• _Required work_
Read through the listing below and copy each line in which the word "image" occurs.
=== Available data ===
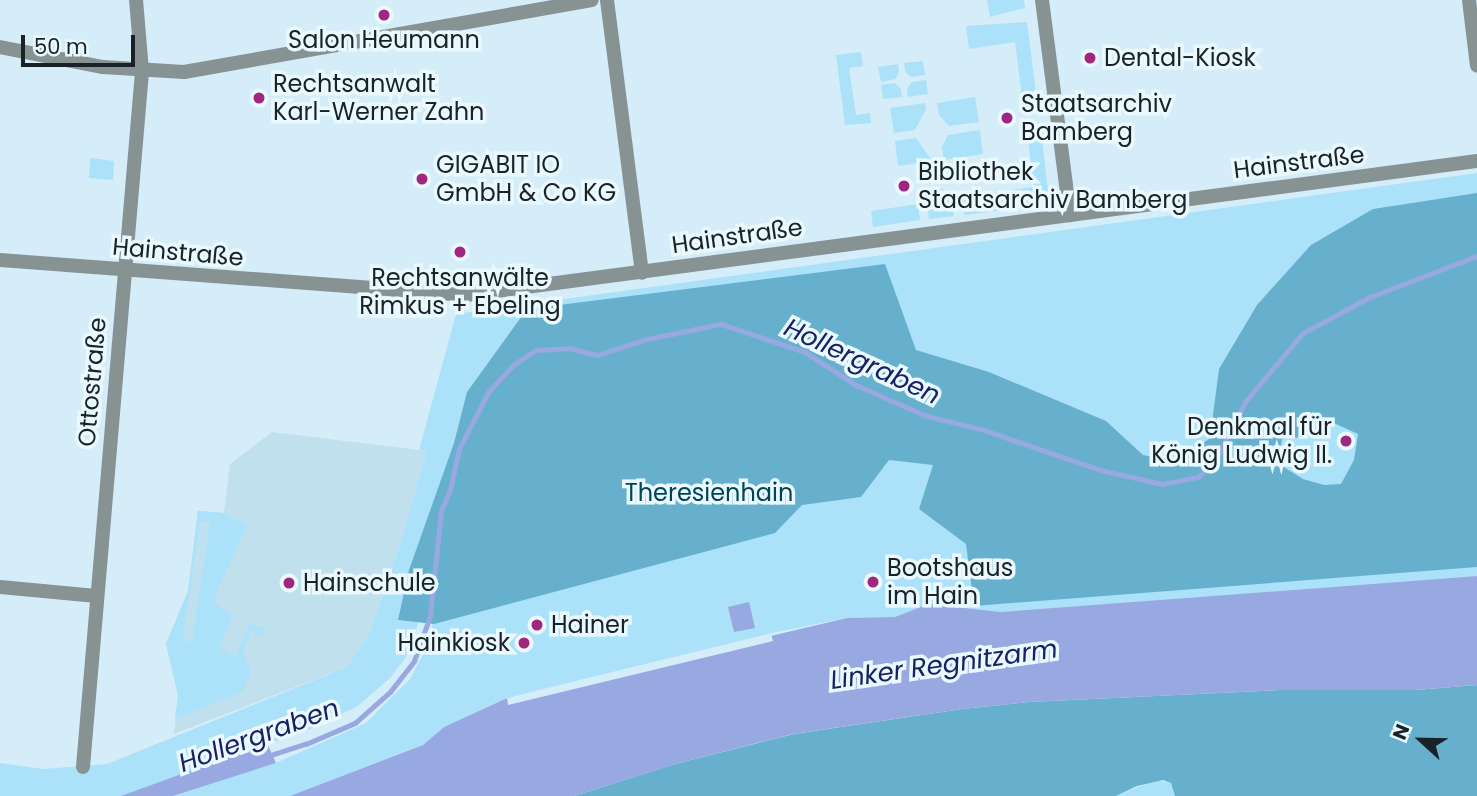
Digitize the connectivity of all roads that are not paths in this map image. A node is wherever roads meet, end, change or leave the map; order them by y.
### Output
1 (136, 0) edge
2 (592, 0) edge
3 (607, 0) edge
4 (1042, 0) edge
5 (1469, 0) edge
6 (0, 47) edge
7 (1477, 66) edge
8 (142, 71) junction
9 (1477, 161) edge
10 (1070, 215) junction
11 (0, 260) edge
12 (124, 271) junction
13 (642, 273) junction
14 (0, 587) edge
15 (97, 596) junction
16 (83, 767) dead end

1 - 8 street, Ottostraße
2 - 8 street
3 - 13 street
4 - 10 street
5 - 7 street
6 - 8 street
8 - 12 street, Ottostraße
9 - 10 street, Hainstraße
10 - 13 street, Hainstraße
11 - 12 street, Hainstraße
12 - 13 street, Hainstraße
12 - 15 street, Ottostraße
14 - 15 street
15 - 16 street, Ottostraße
===
=== Available data ===
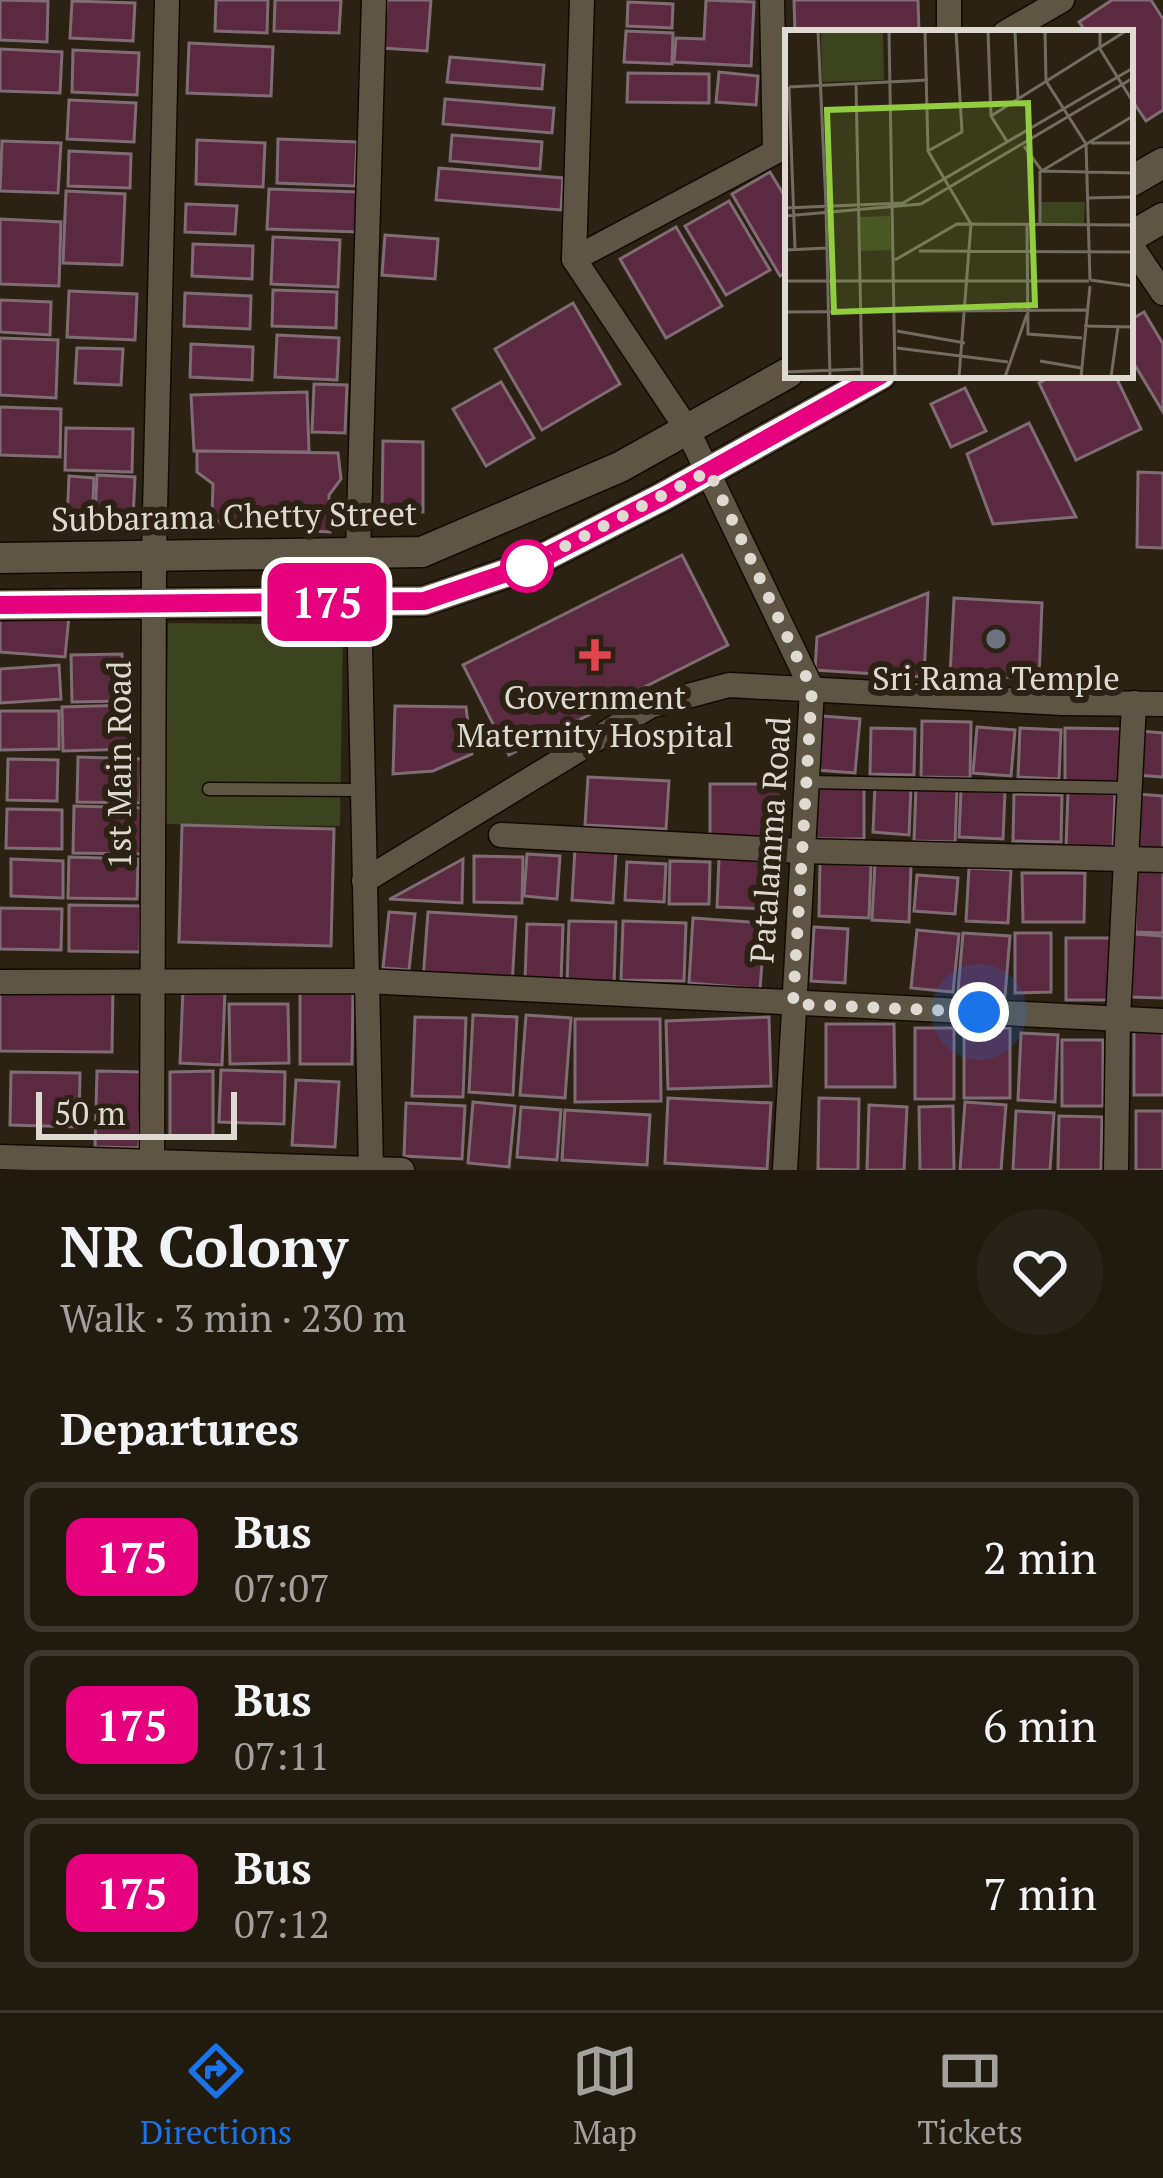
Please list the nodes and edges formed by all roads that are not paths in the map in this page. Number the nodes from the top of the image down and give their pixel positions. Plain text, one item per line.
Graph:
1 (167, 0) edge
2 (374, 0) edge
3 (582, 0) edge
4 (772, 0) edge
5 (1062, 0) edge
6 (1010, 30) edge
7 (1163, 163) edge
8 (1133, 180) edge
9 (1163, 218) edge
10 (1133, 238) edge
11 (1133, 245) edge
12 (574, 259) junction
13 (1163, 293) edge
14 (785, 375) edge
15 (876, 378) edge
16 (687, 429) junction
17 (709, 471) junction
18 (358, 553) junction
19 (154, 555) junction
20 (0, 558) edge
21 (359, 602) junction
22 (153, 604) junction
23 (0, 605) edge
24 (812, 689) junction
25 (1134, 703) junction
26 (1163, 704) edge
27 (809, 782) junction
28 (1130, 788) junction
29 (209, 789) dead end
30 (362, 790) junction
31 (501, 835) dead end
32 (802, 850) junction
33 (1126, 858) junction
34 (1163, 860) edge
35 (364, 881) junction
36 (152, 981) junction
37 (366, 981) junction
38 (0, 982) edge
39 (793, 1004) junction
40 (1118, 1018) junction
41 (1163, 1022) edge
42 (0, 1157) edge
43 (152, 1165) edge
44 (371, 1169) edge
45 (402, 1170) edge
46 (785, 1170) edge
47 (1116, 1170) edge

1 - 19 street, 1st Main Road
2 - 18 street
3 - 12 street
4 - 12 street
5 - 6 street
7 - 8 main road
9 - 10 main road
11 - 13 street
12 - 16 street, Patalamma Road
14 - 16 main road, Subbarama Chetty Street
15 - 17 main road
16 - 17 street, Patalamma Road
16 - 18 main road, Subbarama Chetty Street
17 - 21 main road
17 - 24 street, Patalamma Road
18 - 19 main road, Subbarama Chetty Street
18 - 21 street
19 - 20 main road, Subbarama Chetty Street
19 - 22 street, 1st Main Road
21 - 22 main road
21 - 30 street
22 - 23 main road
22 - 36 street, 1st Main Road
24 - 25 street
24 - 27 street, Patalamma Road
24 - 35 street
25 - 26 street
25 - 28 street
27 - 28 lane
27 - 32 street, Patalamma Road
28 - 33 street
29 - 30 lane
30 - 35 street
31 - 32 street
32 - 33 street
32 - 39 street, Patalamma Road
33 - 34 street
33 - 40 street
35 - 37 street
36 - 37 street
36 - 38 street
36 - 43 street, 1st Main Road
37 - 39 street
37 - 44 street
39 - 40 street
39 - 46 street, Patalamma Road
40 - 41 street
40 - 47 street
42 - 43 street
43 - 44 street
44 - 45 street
===
• _Exercise output_
Digitize the connectivity of all roads that are not paths in this map image. A node is wherever roads meet, end, change or leave the map; order them by y.
Please list the nodes and edges formed by all roads that are not paths in the map in this page. Number the nodes from the top of the image down and give their pixel positions. Plain text, one item per line.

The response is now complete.